_ASSIGNMENT_. What you produce should be every line from the data that includes "Left".

_DATA RECORDS_.
+--
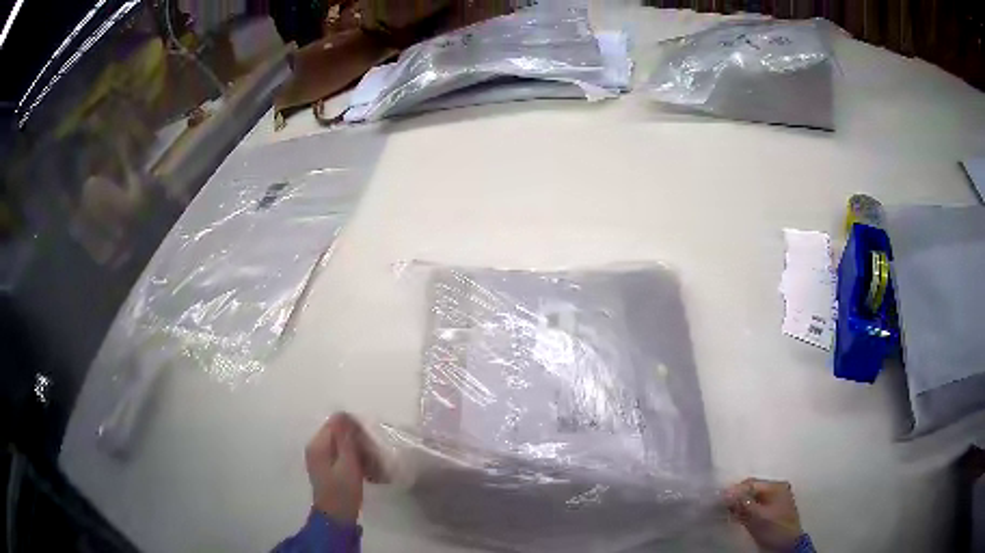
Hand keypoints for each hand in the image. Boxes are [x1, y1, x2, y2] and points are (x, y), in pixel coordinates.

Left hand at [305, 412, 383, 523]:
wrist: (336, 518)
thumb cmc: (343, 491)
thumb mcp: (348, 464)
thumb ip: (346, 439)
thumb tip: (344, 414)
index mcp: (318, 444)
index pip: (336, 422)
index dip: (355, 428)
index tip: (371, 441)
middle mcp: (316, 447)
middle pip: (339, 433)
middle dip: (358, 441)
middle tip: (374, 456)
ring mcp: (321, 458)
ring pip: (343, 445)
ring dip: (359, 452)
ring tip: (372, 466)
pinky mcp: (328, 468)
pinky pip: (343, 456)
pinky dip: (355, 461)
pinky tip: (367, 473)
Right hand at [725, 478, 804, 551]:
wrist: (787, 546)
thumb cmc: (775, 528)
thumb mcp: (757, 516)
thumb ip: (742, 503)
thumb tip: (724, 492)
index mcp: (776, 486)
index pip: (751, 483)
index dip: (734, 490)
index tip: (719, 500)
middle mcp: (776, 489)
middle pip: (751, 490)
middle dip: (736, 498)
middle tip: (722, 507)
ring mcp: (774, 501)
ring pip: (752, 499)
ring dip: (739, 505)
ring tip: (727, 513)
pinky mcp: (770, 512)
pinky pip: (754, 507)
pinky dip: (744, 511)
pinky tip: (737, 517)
+--
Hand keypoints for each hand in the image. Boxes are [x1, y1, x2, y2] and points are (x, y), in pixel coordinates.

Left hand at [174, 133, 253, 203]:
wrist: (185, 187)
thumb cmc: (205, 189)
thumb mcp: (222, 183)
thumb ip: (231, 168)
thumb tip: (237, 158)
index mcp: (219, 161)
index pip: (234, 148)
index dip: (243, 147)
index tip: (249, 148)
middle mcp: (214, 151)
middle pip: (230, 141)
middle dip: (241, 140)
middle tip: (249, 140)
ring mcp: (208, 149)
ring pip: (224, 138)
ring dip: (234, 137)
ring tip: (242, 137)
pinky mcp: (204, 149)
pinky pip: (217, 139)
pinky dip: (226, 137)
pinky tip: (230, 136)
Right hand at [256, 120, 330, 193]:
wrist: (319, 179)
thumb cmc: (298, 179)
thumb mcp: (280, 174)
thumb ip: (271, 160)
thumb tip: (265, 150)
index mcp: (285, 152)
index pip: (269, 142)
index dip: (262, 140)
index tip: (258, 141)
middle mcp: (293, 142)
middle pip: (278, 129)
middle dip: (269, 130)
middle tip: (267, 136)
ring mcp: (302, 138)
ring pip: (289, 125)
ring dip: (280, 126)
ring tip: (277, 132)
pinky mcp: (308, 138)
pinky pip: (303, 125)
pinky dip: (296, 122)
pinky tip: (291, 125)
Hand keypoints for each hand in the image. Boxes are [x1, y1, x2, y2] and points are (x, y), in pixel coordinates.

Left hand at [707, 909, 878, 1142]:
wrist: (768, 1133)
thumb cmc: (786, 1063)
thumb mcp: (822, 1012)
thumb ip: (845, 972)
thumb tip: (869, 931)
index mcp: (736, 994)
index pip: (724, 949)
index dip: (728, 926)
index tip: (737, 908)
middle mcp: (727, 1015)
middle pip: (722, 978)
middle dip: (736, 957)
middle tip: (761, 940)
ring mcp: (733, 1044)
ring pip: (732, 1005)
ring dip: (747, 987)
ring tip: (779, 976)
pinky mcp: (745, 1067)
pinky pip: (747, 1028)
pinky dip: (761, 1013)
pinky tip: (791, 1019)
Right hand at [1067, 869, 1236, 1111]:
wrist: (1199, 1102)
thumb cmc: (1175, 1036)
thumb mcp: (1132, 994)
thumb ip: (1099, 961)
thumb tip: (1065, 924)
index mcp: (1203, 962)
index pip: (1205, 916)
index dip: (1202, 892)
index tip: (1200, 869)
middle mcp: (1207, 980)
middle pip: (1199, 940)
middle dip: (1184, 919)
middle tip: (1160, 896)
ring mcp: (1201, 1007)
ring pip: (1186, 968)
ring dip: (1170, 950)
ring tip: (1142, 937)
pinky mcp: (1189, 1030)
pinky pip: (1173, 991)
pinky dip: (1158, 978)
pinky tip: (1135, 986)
+--
_OUTPUT FOR THIS EXERCISE_.
Left hand at [305, 412, 383, 523]:
Left hand at [174, 133, 253, 203]:
Left hand at [707, 909, 878, 1142]:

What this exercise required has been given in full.